BASE_TEST_DIR = r'/home/ali/DiabeticRethinopathy/diabeticrethinopathy/data/test/'
test_labels = pd.read_csv(r'/home/ali/DiabeticRethinopathy/diabeticrethinopathy/data/test.csv', sep=',')
test_data = []
tc = 0
for id in test_labels['image']:
    tc += 1 
    test_data.append(np.array(Image.open(os.path.join(BASE_TEST_DIR, id + '.tiff'))).T)
test_data = np.array(test_data).astype("float32") / 255.0
testLABELS = np.zeros((tc,5))
i = 0
for lbl in test_labels['level'].values:
    testLABELS[i][lbl] = 1
    i += 1
num_epochs = 10
X_train = train_data[:960,:,:,:]
y_train = train_labels['level'].values.astype("uint8")[:960]
X_val = test_data[:960,:,:,:]
y_val = test_labels['level'].values.astype("uint8")[:960]

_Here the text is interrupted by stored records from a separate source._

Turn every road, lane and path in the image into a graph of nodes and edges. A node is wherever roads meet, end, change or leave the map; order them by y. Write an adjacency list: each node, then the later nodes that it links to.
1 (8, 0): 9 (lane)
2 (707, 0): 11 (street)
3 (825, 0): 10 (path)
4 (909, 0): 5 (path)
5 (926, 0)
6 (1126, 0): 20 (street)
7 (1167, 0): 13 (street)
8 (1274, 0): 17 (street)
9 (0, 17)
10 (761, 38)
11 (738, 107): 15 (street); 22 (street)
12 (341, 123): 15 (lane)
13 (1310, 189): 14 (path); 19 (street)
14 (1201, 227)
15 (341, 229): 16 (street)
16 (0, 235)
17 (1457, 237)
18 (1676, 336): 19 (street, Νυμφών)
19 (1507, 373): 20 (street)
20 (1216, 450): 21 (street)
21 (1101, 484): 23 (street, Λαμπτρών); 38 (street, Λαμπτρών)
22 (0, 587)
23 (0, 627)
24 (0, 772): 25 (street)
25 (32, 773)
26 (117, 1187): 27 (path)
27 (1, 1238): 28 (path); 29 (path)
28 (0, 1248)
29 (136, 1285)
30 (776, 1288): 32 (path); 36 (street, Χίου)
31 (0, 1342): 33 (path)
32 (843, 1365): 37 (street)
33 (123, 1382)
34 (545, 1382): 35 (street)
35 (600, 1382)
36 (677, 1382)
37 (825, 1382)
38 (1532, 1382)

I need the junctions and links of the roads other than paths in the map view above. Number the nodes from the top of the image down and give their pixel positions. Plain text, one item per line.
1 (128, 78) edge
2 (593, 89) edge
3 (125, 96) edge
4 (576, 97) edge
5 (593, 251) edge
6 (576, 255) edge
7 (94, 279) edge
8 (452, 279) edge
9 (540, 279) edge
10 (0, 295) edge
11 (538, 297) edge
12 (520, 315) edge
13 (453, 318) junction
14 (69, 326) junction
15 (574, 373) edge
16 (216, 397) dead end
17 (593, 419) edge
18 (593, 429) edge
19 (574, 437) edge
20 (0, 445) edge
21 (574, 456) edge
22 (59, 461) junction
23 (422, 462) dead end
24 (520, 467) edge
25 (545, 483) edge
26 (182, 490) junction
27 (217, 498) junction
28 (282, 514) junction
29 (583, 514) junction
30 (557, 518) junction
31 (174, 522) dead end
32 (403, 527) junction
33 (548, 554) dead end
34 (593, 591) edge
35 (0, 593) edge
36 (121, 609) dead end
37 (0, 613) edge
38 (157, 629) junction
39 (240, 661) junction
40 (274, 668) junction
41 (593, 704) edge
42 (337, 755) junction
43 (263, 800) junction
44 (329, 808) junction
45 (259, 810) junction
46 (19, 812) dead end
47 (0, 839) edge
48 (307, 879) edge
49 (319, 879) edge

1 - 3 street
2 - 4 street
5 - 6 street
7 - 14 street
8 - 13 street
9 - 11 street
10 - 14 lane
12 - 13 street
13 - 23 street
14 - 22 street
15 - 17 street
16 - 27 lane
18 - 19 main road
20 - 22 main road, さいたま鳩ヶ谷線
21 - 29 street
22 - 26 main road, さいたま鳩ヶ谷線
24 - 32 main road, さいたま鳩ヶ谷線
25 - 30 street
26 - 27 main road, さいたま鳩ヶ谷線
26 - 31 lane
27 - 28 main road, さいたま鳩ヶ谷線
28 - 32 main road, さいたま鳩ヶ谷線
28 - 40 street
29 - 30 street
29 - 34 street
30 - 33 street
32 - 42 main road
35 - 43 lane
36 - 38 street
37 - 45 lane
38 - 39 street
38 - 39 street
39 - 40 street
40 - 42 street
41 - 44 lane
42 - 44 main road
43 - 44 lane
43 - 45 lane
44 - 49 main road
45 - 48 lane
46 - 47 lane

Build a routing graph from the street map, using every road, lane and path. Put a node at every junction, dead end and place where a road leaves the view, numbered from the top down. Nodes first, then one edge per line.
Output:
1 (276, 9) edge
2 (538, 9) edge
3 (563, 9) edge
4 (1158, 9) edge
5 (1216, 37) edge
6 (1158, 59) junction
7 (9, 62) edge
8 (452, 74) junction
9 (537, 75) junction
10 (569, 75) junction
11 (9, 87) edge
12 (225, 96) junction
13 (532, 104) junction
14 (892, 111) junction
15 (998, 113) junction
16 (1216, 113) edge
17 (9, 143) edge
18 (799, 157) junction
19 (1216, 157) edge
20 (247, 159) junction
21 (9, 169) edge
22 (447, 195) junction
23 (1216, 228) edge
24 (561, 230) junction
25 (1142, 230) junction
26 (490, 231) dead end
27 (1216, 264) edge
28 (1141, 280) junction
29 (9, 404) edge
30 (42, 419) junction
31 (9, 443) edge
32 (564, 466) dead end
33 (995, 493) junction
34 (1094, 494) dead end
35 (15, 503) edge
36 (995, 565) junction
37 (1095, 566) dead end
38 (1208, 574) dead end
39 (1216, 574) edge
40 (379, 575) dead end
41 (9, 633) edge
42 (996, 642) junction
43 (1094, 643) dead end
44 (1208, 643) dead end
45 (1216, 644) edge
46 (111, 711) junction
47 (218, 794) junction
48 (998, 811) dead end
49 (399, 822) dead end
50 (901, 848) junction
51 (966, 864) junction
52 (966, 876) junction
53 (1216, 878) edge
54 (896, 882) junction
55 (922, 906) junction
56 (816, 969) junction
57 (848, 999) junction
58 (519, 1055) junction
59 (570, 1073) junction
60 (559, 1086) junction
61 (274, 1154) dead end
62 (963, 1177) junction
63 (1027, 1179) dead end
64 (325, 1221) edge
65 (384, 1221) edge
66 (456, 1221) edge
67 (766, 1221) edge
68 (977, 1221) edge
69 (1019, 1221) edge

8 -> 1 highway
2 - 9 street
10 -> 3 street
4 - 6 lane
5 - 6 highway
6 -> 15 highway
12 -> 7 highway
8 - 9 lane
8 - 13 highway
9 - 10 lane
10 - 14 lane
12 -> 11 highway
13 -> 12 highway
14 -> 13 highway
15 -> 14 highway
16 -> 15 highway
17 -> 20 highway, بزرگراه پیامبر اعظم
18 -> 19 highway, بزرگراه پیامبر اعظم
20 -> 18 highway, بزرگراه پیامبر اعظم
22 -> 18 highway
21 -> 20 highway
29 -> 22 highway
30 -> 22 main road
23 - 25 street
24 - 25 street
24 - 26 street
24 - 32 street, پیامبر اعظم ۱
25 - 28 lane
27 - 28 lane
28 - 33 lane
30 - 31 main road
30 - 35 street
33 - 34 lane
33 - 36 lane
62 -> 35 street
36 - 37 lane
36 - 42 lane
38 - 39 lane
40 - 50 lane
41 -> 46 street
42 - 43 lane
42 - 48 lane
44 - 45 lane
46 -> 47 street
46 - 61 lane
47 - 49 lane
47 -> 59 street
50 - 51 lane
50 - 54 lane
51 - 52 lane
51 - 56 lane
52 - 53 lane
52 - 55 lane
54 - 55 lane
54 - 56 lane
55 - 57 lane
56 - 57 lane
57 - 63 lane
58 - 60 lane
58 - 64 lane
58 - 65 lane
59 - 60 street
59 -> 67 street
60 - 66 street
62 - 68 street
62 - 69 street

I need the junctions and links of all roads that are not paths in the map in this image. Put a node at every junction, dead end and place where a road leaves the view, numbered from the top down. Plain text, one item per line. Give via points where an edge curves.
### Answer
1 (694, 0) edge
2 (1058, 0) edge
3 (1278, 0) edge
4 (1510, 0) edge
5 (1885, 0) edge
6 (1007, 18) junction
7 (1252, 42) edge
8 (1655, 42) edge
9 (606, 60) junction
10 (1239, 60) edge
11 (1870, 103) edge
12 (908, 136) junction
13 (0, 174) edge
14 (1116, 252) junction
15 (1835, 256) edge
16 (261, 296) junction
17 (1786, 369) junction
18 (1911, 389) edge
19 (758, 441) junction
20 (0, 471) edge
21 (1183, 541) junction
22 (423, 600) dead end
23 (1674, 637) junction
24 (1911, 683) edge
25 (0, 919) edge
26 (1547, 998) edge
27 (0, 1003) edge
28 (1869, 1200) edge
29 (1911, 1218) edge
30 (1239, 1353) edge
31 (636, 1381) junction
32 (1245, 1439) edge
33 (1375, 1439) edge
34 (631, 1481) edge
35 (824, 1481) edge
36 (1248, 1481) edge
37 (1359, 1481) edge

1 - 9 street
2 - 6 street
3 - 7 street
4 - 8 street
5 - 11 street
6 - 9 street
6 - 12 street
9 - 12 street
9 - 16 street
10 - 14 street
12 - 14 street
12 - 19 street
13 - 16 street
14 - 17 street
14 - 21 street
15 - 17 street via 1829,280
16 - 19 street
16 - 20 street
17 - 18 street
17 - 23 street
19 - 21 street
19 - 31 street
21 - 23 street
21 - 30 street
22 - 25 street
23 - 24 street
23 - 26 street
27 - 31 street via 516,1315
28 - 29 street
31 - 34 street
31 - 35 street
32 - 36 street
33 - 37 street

X_test = test_data[:960,:,:,:]
y_test = test_labels['level'].values.astype("uint8")[:960]
for epoch in range(num_epochs):
    # In each epoch, we do a full pass over the training data:
    train_err = 0
    train_batches = 0
    start_time = time.time()
    for batch in iterate_minibatches(X_train, y_train, 32, shuffle=True):
        print '*',
        inputs, targets = batch
        train_err += train_fn(inputs, targets)
        train_batches += 1
    print '$'
    # And a full pass over the validation data:
    val_err = 0
    val_acc = 0
    val_batches = 0
    for batch in iterate_minibatches(X_val, y_val, 32, shuffle=True):
        inputs, targets = batch
        err, acc = val_fn(inputs, targets)
        val_err += err
        val_acc += acc
        val_batches += 1
        print '+',
        if val_batches > 1:
            break
    print '$'

    # Then we print the results for this epoch:
    print("Epoch {} of {} took {:.3f}s".format(
        epoch + 1, num_epochs, time.time() - start_time))
    if train_batches == 0:
        train_batches = -1
    if val_batches == 0:
        val_batches = -1
    print("  training loss:\t\t{:.6f}".format(train_err / train_batches))
    print("  validation loss:\t\t{:.6f}".format(val_err / val_batches))
    print("  validation accuracy:\t\t{:.2f} %".format(
        val_acc / val_batches * 100))

# After training, we compute and print the test error:
test_err = 0
test_acc = 0
test_batches = 0
for batch in iterate_minibatches(X_test, y_test, 32, shuffle=False):
    inputs, targets = batch
    err, acc = val_fn(inputs, targets)
    test_err += err
    test_acc += acc
    test_batches += 1
print("Final results:")
if test_batches == 0:
    test_batches = -1
print("  test loss:\t\t\t{:.6f}".format(test_err / test_batches))
print("  test accuracy:\t\t{:.2f} %".format(
    test_acc / test_batches * 100))
sveitser commented 8 years ago
  1. The last layer is a DenseLayer with 1 unit. So the output is a single number. The target values are [0, 1, 2, 3, 4], the stage of the disease. We were doing regression with mean square error loss and thresholding at [0.5, 1.5, 2.5, 3.5] but not classification.
  2. We used the output of the rms pool layer (averaged over different test time augmentations) as well as the standard deviation for both patients eyes plus an indicator variable for the left eye. The rms pool layer outputs 512 "images" with 2x2 pixels, so that's 2048 features for mean and standard deviation per eye. In total there are therefore 2048 * 2 * 2 + 1 = 8193 features for blending.